Superman IV is totally brain-dead.  Not only does it lack interesting subtext of its own, but it completely misunderstands the subtext of the films that come before it.  It doesn't just fail to get Superman right, it gets him wrong.  It desecrates Superman.

F'rexample.  Perhaps the most famous sequence in the original movie is when Superman takes Lois flying.  The unmistakeable erotic overtones of this were one of the things that marked the film as, at long last, a superhero movie for grown-ups.  And it was also pure poetry, a great romantic moment.  (Supergirl echoes this neatly by, effectively, combining Superman and Lois Lane into Supergirl, a girl taking joy in her own flight - fumbling towards her own ecstasy, as it were.)

But the romanticness of it is what leads to trouble:  Superman falls in love with Lois, and that leads him to shirk his responsibilities, and so he has to undo it.  Erase Lois's memory of his loving her, in Lester's version;  in Donner's erase the fact that it ever happened.

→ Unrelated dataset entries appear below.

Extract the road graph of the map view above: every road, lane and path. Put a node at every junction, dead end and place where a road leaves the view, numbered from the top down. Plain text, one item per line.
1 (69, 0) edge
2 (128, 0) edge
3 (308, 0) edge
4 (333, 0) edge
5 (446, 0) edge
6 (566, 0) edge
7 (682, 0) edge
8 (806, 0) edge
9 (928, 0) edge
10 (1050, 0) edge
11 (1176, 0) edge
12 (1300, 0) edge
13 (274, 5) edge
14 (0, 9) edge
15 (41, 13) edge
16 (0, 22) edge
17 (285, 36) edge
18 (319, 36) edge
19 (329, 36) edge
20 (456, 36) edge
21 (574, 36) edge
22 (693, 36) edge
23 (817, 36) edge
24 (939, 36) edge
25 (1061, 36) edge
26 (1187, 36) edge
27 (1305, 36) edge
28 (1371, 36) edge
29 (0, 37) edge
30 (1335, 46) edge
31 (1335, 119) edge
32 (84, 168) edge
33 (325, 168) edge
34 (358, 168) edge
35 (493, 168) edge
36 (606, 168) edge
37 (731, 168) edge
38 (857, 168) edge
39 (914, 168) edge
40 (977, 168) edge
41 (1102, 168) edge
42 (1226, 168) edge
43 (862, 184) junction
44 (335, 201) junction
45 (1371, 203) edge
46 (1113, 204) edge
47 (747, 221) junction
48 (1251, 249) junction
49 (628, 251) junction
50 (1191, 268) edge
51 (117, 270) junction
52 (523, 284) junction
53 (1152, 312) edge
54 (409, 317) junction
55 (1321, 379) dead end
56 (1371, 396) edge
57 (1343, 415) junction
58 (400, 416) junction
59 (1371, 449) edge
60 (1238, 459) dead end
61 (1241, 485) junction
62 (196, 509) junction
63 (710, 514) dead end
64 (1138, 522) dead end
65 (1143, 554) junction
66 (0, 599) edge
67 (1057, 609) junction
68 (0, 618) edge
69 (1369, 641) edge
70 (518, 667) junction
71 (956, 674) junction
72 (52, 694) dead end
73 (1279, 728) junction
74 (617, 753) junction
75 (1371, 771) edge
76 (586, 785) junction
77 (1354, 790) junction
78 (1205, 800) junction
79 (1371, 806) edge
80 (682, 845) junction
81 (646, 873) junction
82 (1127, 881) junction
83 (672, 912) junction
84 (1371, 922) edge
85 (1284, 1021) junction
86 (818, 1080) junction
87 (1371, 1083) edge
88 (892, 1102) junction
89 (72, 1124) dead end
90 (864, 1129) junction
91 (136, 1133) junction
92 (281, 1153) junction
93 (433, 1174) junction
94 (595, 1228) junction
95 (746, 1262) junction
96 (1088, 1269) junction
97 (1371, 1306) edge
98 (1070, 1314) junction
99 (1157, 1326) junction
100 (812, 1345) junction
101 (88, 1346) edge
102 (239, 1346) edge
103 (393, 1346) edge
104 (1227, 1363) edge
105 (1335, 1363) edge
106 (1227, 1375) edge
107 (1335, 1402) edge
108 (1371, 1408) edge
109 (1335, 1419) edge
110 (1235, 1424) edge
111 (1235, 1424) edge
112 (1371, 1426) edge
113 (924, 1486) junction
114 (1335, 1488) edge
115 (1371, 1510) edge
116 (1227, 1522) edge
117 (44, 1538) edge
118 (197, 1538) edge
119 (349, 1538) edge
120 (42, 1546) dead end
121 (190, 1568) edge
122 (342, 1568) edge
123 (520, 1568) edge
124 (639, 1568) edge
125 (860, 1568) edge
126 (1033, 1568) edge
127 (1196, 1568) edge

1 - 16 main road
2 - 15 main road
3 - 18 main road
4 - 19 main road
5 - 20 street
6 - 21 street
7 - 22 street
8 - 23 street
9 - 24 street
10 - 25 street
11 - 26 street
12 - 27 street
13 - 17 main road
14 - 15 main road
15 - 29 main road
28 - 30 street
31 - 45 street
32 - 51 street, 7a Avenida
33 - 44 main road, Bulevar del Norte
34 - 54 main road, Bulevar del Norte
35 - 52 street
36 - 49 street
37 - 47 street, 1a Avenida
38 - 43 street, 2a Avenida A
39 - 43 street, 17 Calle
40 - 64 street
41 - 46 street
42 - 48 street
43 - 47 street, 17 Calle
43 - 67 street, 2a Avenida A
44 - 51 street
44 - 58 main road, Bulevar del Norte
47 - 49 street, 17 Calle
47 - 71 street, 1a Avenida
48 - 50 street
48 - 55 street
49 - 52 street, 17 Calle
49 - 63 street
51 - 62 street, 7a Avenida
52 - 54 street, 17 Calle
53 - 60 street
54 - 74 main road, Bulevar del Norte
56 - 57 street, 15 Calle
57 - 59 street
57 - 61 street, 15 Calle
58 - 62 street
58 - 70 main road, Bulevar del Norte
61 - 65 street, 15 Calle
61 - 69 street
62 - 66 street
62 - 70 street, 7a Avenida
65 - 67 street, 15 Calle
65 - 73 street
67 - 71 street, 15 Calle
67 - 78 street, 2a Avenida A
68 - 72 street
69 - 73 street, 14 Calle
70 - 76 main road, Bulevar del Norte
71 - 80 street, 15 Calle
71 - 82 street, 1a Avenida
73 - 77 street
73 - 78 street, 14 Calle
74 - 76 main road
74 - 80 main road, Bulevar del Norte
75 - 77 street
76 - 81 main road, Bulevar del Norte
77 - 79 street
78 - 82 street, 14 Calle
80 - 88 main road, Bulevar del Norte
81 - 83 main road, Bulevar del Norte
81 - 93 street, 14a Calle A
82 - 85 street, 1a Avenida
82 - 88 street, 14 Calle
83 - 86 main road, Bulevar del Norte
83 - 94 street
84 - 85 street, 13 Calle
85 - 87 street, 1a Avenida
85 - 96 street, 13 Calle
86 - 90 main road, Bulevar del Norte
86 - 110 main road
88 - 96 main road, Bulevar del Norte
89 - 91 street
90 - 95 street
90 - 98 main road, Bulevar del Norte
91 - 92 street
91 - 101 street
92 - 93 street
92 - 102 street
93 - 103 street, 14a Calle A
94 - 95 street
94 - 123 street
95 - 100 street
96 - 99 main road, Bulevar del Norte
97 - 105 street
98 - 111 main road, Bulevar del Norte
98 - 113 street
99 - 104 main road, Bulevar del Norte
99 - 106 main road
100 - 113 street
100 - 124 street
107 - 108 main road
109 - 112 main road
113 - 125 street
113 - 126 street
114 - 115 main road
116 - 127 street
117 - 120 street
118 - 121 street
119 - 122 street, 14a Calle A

In IV, Superman gets depressed, so when Lois comes over he takes her flying.  And this time he drops her - tosses her - always catches her, but still.  It's not like he can give her the power of flight - all he can do is throw her.  Anyway, it cheers him up, although at times it seems to scare her.  And then when it's all done, he kisses her and erases her memory of it.  Do you see what's wrong with this?  He uses her for his own pleasure, and then escapes accountability for it by toying with her mind. Superman rufies Lois Lane.

'Nuff said.

Sunday, November 3, 2013

Supergirl (1984)

This one I'd never even heard of.  Evidently it never got a US release.  But of the five films in the
original Superman series, it's not the worst.  It's not even the second-worst.  On the other hand, it is the third-worst...

What it does badly is pretty easy to identify.  It's borderline incoherent a lot of the time - like, on a basic narrative level, it's just hard to figure out who's doing what or why.  Or maybe it's just so poorly thought out that you don't want to figure out what's going on.  Why does it take us until near the end of the movie to realize that the villain's strangely decorated lair is actually a carnival haunted house?  What's the purpose of delaying that information?  It's not much of a payoff when it arrives;  more of a "huh." 

But plot holes aren't, in and of themselves, a real problem for me in superhero movies.  The bigger problem in this film is that the midwestern town it's mostly set in is undoubtedly the ugliest slice of America ever committed to celluloid.  Dirty, drab suburban sprawl, full of random power lines and no trees,  fast-food joints and strip malls, all crammed together in a shallow frame so we can make out all the corporate logos (product placement is always everywhere in this series), just before they get squashed by a not-terribly-fast-moving tractor.  Watching it I half wondered if the whole thing was a clever and hard-edged satire on American consumerism.  I almost wish it was.

The tone of this movie, at every turn, is just off.  Weird.  Sometimes it's weird in a good way, like Supergirl's first flight.  It's so wide-eyed and airbrushed that you expect unicorns to pop up, or Shaun Cassidy, but it works in a strange way.  A Girl's First Flight.  Similarly, the opening Argo City stuff with Peter O'Toole is bad, bad, bad, but strangely enjoyable - vaguely reminiscent, for sheer vervaciousness, of such Gallic s-f masterpieces as Barbarella or Fifth Element

The best part of it, the one really good thing, is the villains.  Faye Dunaway, Brenda Vaccaro, and Peter Cook as a trio of backbiting, not-too-imaginative witches.  The parts are underwritten - like I say, they're given a great lair but the filmmakers forget to explain it until it's too late to care - but all three of the actors camp it up marvelously. There's an opportunity for some kind of mythic resonance here - contrasting types of Girl Power - and it gets lost in the mess of the script.  But Dunaway and Vaccaro's chemistry almost delivers it anyway.